Activity: Read the data below line by line and copy each one with "Gomes" in it.

Data for analysis:
=== Begin Enclosure ===

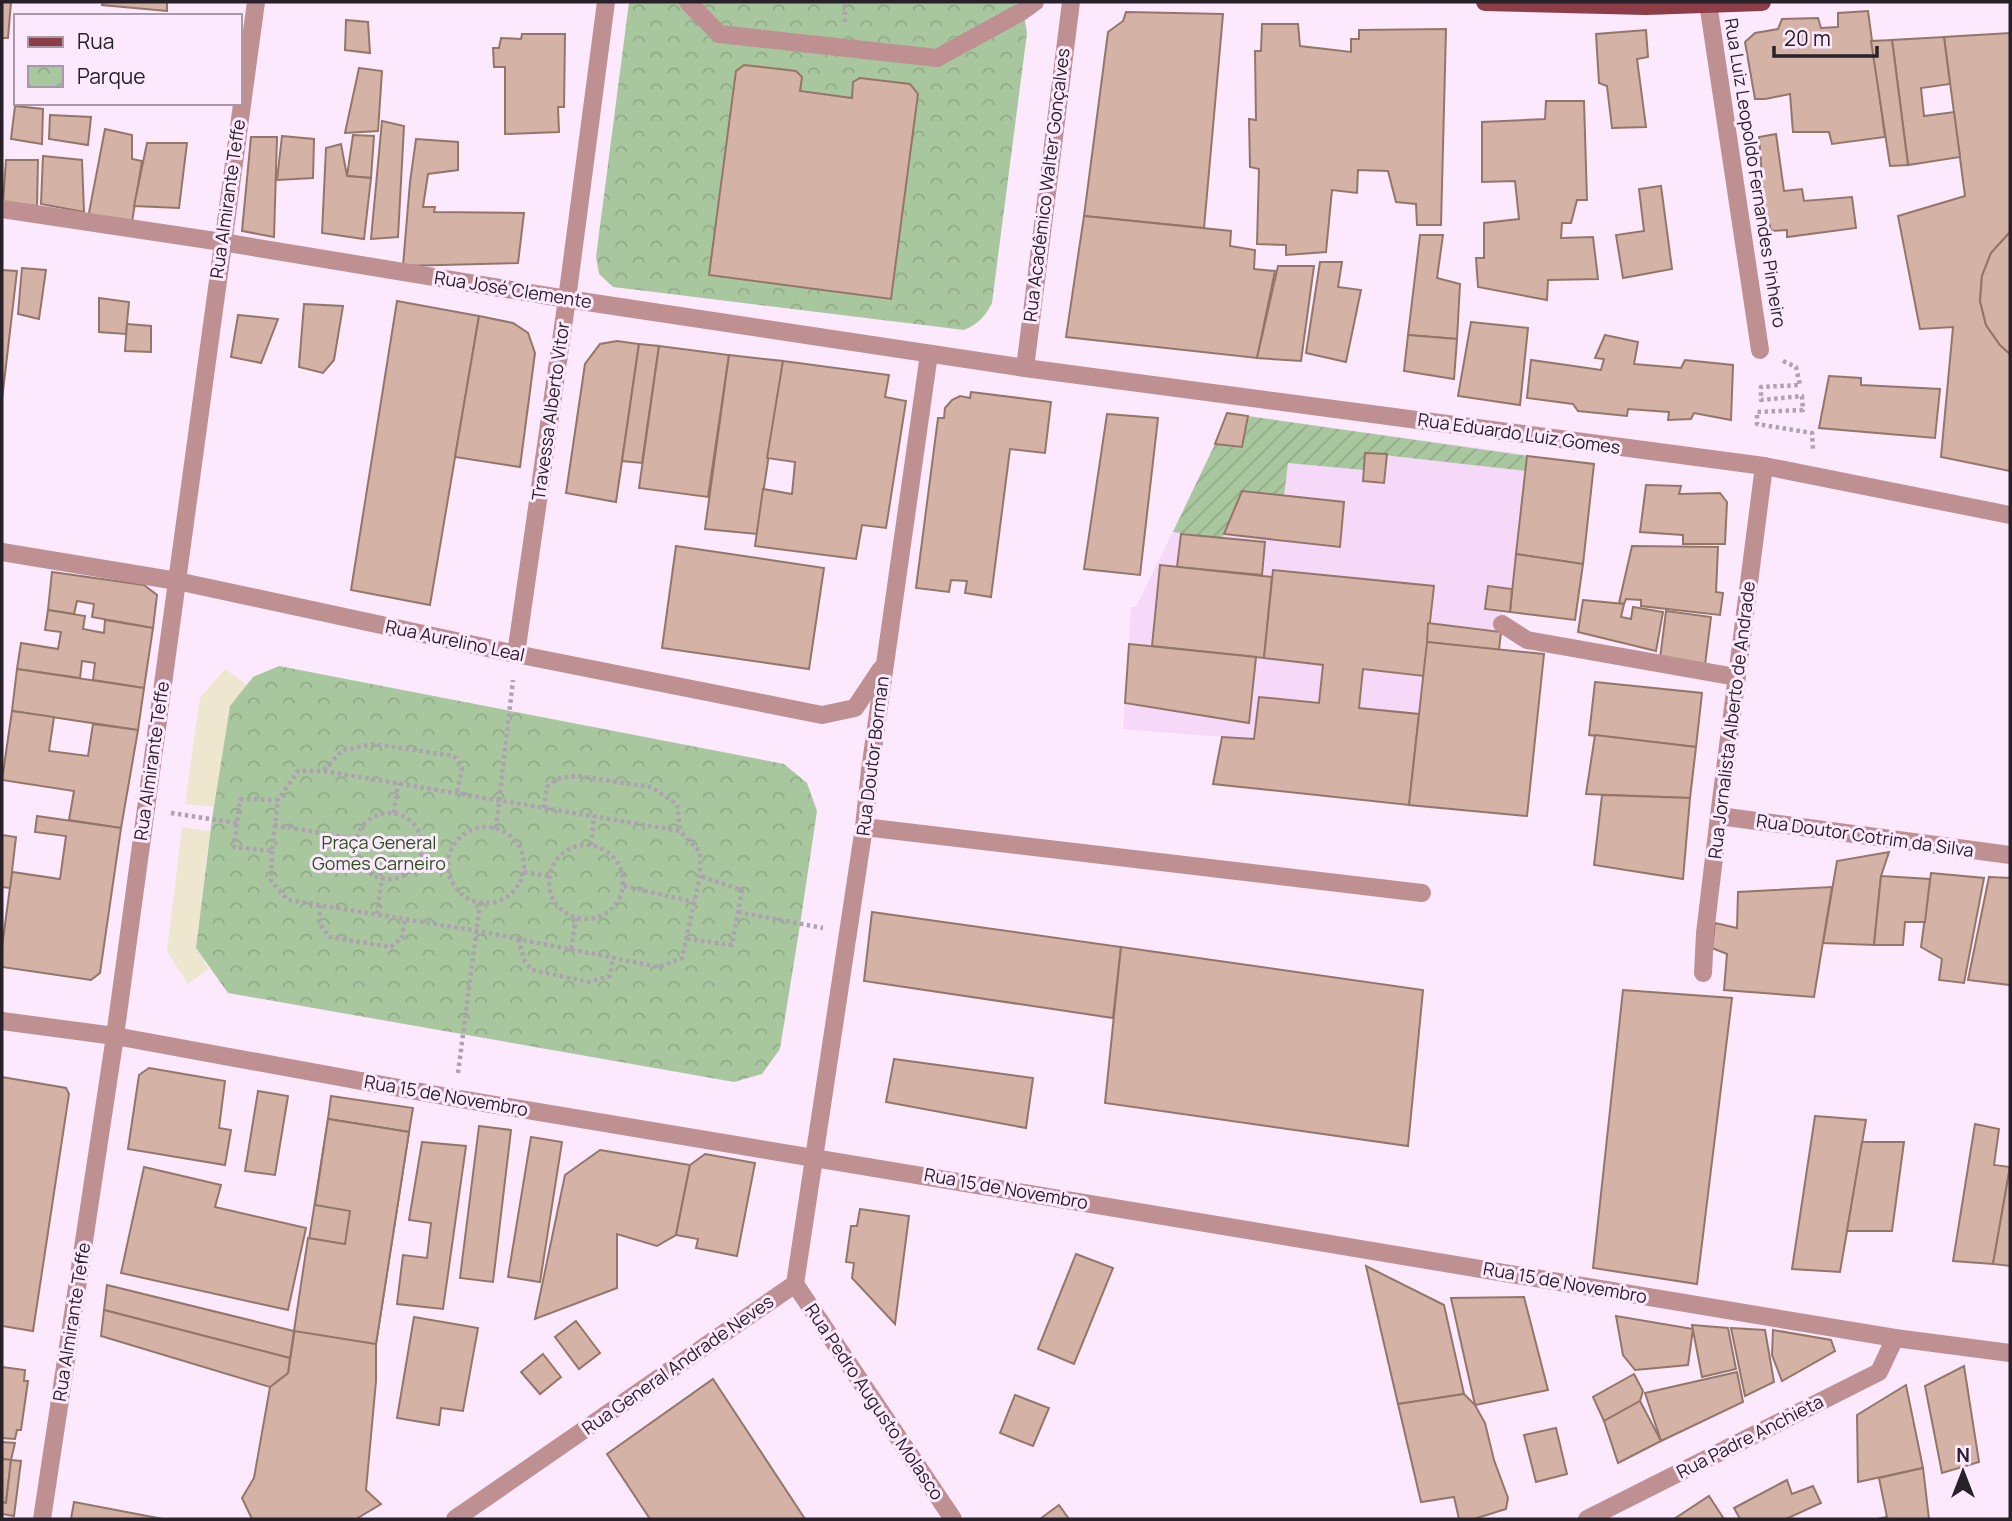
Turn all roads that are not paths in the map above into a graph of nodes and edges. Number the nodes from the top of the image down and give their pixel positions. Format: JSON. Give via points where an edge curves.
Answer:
{"nodes":[{"id":1,"x":256,"y":2,"type":"edge"},
{"id":2,"x":607,"y":2,"type":"edge"},
{"id":3,"x":688,"y":2,"type":"edge"},
{"id":4,"x":1035,"y":2,"type":"edge"},
{"id":5,"x":1071,"y":2,"type":"edge"},
{"id":6,"x":1485,"y":2,"type":"edge"},
{"id":7,"x":1762,"y":2,"type":"edge"},
{"id":8,"x":1708,"y":3,"type":"edge"},
{"id":9,"x":242,"y":101,"type":"edge"},
{"id":10,"x":241,"y":105,"type":"edge"},
{"id":11,"x":2,"y":209,"type":"edge"},
{"id":12,"x":222,"y":242,"type":"junction"},
{"id":13,"x":567,"y":299,"type":"junction"},
{"id":14,"x":1760,"y":350,"type":"dead end"},
{"id":15,"x":929,"y":354,"type":"junction"},
{"id":16,"x":1025,"y":368,"type":"junction"},
{"id":17,"x":1764,"y":466,"type":"junction"},
{"id":18,"x":2010,"y":514,"type":"edge"},
{"id":19,"x":2,"y":552,"type":"edge"},
{"id":20,"x":177,"y":581,"type":"junction"},
{"id":21,"x":1502,"y":624,"type":"dead end"},
{"id":22,"x":516,"y":654,"type":"junction"},
{"id":23,"x":884,"y":664,"type":"junction"},
{"id":24,"x":1736,"y":677,"type":"junction"},
{"id":25,"x":1719,"y":816,"type":"junction"},
{"id":26,"x":864,"y":827,"type":"junction"},
{"id":27,"x":2010,"y":855,"type":"edge"},
{"id":28,"x":1422,"y":893,"type":"dead end"},
{"id":29,"x":1703,"y":973,"type":"dead end"},
{"id":30,"x":2,"y":1021,"type":"edge"},
{"id":31,"x":115,"y":1036,"type":"junction"},
{"id":32,"x":815,"y":1157,"type":"junction"},
{"id":33,"x":795,"y":1284,"type":"junction"},
{"id":34,"x":1895,"y":1338,"type":"junction"},
{"id":35,"x":2010,"y":1353,"type":"edge"},
{"id":36,"x":42,"y":1519,"type":"edge"},
{"id":37,"x":455,"y":1519,"type":"edge"},
{"id":38,"x":953,"y":1519,"type":"edge"},
{"id":39,"x":1587,"y":1519,"type":"edge"}],
"edges":[{"from":1,"to":9,"type":"street","name":"Rua Almirante Teffe"},
{"from":2,"to":13,"type":"street","name":"Travessa Alberto Vitor"},
{"from":3,"to":4,"type":"street","via":[[719,34],[937,58]]},
{"from":5,"to":16,"type":"street","name":"Rua Acadêmico Walter Gonçalves"},
{"from":6,"to":8,"type":"main road"},
{"from":7,"to":8,"type":"main road"},
{"from":8,"to":14,"type":"street","name":"Rua Luiz Leopoldo Fernandes Pinheiro"},
{"from":10,"to":12,"type":"street","name":"Rua Almirante Teffe"},
{"from":11,"to":12,"type":"street","name":"Rua José Clemente"},
{"from":12,"to":13,"type":"street","name":"Rua José Clemente"},
{"from":12,"to":20,"type":"street","name":"Rua Almirante Teffe"},
{"from":13,"to":15,"type":"street","name":"Rua José Clemente"},
{"from":13,"to":22,"type":"street","name":"Travessa Alberto Vitor"},
{"from":15,"to":16,"type":"street","name":"Rua José Clemente"},
{"from":15,"to":23,"type":"street","name":"Rua Doutor Borman"},
{"from":16,"to":17,"type":"street","name":"Rua Eduardo Luiz Gomes"},
{"from":17,"to":18,"type":"street","name":"Rua Eduardo Luiz Gomes"},
{"from":17,"to":24,"type":"street","name":"Rua Jornalista Alberto de Andrade"},
{"from":19,"to":20,"type":"street","name":"Rua Aurelino Leal"},
{"from":20,"to":22,"type":"street","name":"Rua Aurelino Leal"},
{"from":20,"to":31,"type":"street","name":"Rua Almirante Teffe"},
{"from":21,"to":24,"type":"street","via":[[1527,640]]},
{"from":22,"to":23,"type":"street","name":"Rua Aurelino Leal","via":[[821,715],[855,708]]},
{"from":23,"to":26,"type":"street","name":"Rua Doutor Borman"},
{"from":24,"to":25,"type":"street","name":"Rua Jornalista Alberto de Andrade"},
{"from":25,"to":27,"type":"street","name":"Rua Doutor Cotrim da Silva"},
{"from":25,"to":29,"type":"street","name":"Rua Jornalista Alberto de Andrade"},
{"from":26,"to":28,"type":"street"},
{"from":26,"to":32,"type":"street","name":"Rua Doutor Borman"},
{"from":30,"to":31,"type":"street","name":"Rua 15 de Novembro"},
{"from":31,"to":32,"type":"street","name":"Rua 15 de Novembro"},
{"from":31,"to":36,"type":"street","name":"Rua Almirante Teffe"},
{"from":32,"to":33,"type":"street"},
{"from":32,"to":34,"type":"street","name":"Rua 15 de Novembro"},
{"from":33,"to":37,"type":"street","name":"Rua General Andrade Neves"},
{"from":33,"to":38,"type":"street","name":"Rua Pedro Augusto Molasco"},
{"from":34,"to":35,"type":"street","name":"Rua 15 de Novembro"},
{"from":34,"to":39,"type":"street","name":"Rua Padre Anchieta","via":[[1879,1371]]}]}
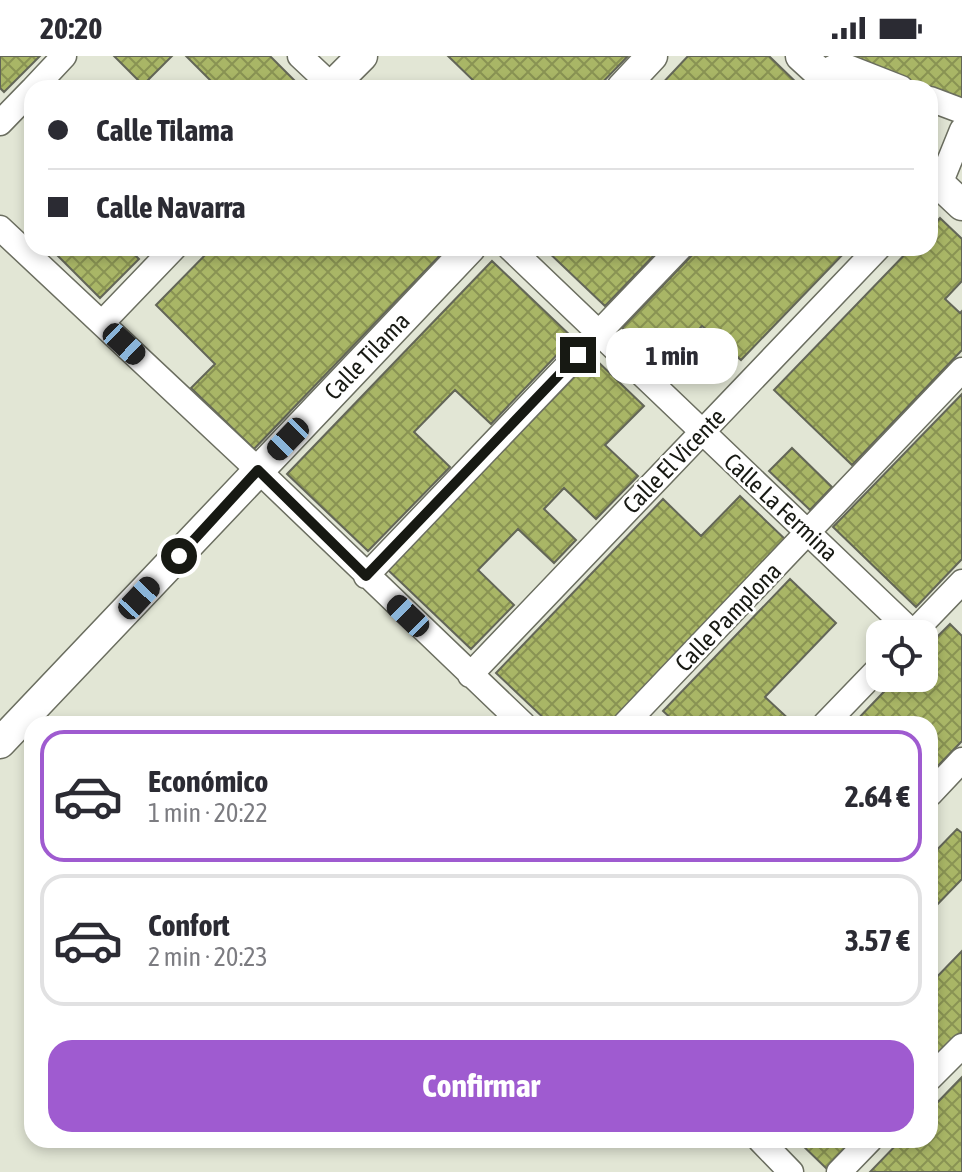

=== End Enclosure ===

Answer to the problem:
{"from":16,"to":17,"type":"street","name":"Rua Eduardo Luiz Gomes"},
{"from":17,"to":18,"type":"street","name":"Rua Eduardo Luiz Gomes"},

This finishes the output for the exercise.